We know that the result of the referendum held on 23 June 2016 was not legally binding, and despite the mandate that immediately followed, the Government does not have the power to unilaterally decide to give notice to withdraw from the EU. Much debate, commentary and criticism has been voiced since that day in June last year. Here are the key dates and events:
23 June 2016 - the UK voted 51.9% to 48.1% in favour of leaving the EU.
24 June – David Cameron resigns as Prime Minister
End of June/early July - Gina Miller (lead claimant) with London-based Spanish hairdresser Deir Tozetti Dos Santos and the People's Challenge group, set up by Grahame Pigney (backed by a crowd-funding campaign) launched a case in the High Court to challenge whether the Government could trigger Article 50 without the consent of Parliament. This case has huge constitutional significance about how the UK is governed. Ms Miller argued that only Parliament could make a decision leading to the loss of her "rights" under EU law; “only Parliament can grant rights to the British people, and only Parliament can take them away”, it is not down to the Prime Minister to determine those sorts of decisions without the support of Parliament.
13 July - Theresa May appointed Prime Minister and the Rt Hon David Davis MP appointed as Secretary of State for Exiting the European Union.
2 October - the Prime Minister, Theresa May, announced that she intended to invoke Article 50 by the end of March 2017, meaning that the UK would be on a course to leave the EU by the end of March 2019.
3 November – High Court judgment of the divisional court in R (Miller) v Secretary of State for Exiting the European Union sets out the decision that the Government does not have power under the Crown's prerogative to give notice pursuant to Article 50 for the UK to withdraw from the European Union – a vote of Parliament is required. The Government announces that they will appeal and the case is fast tracked to the Supreme Court.
17 January – Theresa May sets out her 12 point plan on exiting the EU and makes it clear that the UK will not remain within the European Economic Area. See our article here.
24 January - The Supreme Court rules 8 - 3 against the Government in R (Miller) v Secretary of State for Exiting the European Union - Article 50 cannot be triggered without a vote of Parliament in favour. Devolved administrations do not have to be consulted.
26 January - first reading of The European Union (Notification of Withdrawal) Bill (Brexit Bill) – this is a formality.
27 January – Theresa May controversially meets President Donald Trump at the White House in a bid to enhance UK – US relations ahead of trade talks.
31 January – 1 February – the Brexit Bill has its second reading. A debate is held to allow the House of Commons to agree to the principle of the legislation.

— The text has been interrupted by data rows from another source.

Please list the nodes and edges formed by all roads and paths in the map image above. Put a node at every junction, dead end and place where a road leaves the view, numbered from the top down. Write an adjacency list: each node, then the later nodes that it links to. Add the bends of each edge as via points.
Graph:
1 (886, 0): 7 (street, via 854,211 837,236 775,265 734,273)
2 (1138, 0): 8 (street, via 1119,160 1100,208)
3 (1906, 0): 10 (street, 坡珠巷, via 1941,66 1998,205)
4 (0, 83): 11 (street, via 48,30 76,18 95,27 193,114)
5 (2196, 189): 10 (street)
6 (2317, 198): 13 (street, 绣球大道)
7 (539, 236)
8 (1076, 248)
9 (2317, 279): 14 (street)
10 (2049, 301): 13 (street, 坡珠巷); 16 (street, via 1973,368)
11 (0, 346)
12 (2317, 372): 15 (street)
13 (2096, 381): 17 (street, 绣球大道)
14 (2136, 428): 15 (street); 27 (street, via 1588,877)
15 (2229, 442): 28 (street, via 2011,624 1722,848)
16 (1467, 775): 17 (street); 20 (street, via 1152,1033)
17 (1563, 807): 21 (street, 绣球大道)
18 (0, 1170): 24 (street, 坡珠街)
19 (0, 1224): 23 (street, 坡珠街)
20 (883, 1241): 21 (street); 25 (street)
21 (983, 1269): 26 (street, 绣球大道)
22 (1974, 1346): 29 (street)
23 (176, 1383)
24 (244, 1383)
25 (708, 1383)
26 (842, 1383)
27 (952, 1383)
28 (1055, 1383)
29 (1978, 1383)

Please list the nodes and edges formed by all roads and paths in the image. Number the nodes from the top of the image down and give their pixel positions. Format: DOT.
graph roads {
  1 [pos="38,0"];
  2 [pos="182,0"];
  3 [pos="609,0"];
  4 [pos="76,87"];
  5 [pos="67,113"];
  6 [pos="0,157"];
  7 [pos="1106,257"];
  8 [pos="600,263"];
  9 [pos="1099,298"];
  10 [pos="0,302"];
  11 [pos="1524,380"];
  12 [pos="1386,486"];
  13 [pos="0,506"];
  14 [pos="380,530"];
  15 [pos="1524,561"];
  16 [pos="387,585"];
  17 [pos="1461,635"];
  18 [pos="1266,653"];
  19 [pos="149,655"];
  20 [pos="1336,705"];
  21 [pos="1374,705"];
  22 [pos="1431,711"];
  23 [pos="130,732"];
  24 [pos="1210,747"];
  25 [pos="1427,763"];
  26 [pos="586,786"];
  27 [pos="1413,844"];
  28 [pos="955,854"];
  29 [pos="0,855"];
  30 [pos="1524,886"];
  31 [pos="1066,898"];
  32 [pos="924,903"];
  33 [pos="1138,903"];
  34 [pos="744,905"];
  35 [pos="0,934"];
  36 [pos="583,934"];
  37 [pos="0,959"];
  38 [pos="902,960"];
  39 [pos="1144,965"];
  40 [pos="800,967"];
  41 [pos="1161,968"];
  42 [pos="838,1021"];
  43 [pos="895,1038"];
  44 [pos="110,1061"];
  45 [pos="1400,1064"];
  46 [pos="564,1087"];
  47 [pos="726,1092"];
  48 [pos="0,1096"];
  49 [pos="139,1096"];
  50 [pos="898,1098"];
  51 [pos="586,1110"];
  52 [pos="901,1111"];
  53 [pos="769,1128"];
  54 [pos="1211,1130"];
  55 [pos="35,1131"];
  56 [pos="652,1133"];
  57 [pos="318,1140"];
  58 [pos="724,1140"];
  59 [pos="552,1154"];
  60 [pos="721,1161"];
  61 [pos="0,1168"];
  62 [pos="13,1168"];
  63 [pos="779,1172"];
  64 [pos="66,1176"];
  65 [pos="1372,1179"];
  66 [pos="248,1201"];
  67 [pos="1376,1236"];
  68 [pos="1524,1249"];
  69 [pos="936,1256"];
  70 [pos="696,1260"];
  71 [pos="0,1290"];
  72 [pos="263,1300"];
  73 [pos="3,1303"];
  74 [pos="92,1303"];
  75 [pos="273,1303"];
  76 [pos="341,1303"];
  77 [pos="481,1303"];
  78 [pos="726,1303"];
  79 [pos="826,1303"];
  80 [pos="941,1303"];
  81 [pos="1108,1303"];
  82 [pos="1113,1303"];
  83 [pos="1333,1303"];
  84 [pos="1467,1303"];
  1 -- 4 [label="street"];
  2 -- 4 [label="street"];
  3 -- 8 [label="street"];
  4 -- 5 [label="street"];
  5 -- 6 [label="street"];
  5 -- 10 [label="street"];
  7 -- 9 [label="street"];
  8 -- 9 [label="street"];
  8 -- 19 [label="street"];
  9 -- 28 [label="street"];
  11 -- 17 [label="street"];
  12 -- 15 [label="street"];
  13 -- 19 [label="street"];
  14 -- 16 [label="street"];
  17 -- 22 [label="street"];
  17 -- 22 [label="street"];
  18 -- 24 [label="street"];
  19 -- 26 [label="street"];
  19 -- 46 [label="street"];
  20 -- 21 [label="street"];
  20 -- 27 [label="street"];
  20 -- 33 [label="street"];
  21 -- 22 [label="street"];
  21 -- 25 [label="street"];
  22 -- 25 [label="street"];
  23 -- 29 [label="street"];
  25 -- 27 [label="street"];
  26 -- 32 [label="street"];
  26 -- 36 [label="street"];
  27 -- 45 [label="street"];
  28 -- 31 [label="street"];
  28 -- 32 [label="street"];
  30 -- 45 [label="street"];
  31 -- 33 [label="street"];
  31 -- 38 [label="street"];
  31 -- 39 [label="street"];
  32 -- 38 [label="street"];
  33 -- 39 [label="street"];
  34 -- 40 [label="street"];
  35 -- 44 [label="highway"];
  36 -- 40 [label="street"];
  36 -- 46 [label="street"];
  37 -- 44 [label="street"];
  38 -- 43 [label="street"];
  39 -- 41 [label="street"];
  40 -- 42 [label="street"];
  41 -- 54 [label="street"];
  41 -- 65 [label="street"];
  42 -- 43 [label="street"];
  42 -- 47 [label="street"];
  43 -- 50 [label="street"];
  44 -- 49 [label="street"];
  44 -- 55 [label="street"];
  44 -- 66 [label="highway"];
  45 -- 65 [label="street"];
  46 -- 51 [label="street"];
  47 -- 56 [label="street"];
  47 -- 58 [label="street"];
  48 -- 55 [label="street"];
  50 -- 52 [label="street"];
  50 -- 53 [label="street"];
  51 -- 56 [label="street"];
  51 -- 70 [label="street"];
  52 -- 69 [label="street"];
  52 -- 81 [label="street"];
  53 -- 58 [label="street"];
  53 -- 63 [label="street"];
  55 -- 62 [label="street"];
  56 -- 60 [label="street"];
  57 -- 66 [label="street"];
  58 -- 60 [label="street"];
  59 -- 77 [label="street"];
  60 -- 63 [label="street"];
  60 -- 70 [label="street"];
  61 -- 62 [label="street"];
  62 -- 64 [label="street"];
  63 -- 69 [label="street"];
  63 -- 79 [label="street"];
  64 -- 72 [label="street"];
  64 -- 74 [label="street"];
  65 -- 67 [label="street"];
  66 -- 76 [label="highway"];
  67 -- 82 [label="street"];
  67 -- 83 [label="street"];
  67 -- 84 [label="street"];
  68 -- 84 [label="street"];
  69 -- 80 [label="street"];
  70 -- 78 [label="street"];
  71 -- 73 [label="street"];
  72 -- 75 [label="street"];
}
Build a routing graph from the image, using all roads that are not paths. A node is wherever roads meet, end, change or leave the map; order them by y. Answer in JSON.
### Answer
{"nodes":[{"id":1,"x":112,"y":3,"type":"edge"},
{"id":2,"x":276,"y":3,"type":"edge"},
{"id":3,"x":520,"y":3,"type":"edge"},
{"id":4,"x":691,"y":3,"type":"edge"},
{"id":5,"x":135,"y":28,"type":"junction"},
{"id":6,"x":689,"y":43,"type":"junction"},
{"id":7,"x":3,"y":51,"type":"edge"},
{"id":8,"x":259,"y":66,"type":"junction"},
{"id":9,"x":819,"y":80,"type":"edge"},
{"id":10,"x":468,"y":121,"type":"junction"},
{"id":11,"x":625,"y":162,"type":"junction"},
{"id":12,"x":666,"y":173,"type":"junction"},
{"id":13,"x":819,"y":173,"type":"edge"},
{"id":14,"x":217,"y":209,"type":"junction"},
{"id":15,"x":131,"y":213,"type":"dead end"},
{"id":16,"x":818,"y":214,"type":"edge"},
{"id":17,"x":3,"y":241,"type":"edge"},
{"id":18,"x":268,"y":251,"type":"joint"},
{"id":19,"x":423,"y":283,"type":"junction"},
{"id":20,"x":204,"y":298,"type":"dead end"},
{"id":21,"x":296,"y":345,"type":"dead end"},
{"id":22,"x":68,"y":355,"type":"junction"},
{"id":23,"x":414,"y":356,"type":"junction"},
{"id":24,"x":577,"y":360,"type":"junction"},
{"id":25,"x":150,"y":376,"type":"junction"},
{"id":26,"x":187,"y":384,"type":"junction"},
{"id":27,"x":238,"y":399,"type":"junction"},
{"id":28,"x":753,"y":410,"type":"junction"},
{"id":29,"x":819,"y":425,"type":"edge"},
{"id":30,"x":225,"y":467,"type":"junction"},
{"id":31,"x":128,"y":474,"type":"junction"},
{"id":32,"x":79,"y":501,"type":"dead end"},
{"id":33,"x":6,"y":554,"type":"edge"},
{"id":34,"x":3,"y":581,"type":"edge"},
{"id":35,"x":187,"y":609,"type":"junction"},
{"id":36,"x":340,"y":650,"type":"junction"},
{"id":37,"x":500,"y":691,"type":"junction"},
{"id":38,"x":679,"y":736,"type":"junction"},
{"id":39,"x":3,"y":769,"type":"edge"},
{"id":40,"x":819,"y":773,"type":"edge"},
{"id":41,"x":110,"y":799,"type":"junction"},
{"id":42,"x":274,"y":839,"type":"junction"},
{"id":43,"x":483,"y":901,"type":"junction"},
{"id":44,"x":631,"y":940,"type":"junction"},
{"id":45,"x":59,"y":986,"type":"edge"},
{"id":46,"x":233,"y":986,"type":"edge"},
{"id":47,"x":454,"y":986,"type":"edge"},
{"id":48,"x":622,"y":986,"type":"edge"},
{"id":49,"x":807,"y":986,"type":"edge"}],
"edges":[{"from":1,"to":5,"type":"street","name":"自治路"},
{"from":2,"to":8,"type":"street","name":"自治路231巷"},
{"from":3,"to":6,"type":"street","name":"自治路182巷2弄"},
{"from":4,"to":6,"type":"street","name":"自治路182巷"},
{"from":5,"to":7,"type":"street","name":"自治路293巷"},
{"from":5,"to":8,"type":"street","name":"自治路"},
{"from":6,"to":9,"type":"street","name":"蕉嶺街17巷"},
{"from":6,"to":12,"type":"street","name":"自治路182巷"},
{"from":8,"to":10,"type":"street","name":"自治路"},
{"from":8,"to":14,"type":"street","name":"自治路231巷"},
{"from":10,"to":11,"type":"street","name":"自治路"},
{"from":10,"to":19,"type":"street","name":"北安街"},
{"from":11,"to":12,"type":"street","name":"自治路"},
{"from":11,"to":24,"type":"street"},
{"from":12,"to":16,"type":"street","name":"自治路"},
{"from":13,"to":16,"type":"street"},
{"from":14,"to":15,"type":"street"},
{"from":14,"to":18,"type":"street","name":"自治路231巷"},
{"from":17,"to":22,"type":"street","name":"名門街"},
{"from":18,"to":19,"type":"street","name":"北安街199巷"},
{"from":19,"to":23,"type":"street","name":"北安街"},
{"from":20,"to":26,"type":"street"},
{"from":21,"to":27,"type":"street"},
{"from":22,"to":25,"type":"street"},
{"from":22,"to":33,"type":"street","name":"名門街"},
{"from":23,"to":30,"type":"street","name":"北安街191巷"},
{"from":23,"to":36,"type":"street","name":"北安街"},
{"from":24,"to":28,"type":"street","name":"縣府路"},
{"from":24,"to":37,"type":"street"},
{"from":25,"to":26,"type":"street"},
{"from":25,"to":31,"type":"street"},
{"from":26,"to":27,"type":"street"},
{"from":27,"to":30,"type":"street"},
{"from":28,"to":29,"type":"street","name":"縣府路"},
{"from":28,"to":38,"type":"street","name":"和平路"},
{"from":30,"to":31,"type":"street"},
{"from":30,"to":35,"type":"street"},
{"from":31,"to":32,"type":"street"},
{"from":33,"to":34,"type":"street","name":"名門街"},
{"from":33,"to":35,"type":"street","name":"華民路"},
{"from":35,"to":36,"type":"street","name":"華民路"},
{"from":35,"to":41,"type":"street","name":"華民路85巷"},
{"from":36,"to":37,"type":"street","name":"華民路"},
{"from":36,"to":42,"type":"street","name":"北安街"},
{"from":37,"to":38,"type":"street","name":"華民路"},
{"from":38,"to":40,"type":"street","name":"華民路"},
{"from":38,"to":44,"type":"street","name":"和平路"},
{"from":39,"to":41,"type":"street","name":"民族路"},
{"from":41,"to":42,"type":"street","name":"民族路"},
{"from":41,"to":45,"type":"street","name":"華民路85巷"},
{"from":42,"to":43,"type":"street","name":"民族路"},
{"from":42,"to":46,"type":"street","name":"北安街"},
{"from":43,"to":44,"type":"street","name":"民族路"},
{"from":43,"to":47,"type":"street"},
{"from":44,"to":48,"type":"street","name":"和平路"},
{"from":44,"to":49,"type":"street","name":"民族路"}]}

Lawmakers must vote to approve the second reading for the Brexit Bill to progress.
1 February - MPs vote on the Brexit Bill. 498 MPs vote for and 114 against as the Labour Party suffers a big rebellion.
2 February – The Government’s white paper called “The United Kingdom’s exit from and new partnership with the European Union” is published setting out details of the Government’s exit negotiating strategy. See our commentary here.
3 February - Theresa May, the Prime Minister, met fellow European leaders at a summit of EU Nato leaders in Valletta, Malta, to build alliances ahead of Brexit.
6 – 8 February – Committee Stage for the Brexit Bill. Lawmakers will debate the Brexit Bill for up to seven hours a day and will have the opportunity to put forward amendments. Lawmakers can either propose changes or add new clauses. The deputy speaker will select which amendments are going to be debated. The House of Commons will then debate the bill and the amendments. Votes will take place on the Bill and each of the proposed amendments.
20 and 21 February – The Brexit Bill will have its second reading in the House of Lords. Any member of the House of Lords can speak during the second reading and indicate whether they are likely to be involved in suggesting changes at later stages.
27 February - Peers debate the Brexit Bill in the first of two days in committee, when numerous attempts to amend the Bill and delay Brexit are likely to be made.
1 March - Peers in the House of Lords will debate the Brexit Bill on the second of two days in which it goes through committee. More amendments can be made to the Brexit Bill at this stage.
7 March - The Bill will have its report stage and third reading. If the Brexit Bill is passed without amendments, it can receive Royal Assent. If not, it will go back to the House of Commons for MPs to agree the proposed changes. At this point, the Brexit Bill may ping pong back and forward between the House of Commons and House of Lords until the final Bill is agreed upon. However, it is unlikely that either house will want to be seen to be opposing the Bill or dramatically slowing down its progress (subject to certain party lines expected to be taken by the SNP, the Liberal Democrats and any dissenting Labour MPs).
9 – 10 March - Theresa May is expected to meet EU leaders at the European Council in Brussels when it is speculated that she could formally inform the EU of the UK’s intention to trigger Article 50 by the end of the month.
31 March - The Government has repeatedly insisted that this is the deadline for Article 50 to be triggered. Once Article 50 has been triggered, negotiations for the UK’s exit from the European Union and for future trading arrangements can be formally commenced.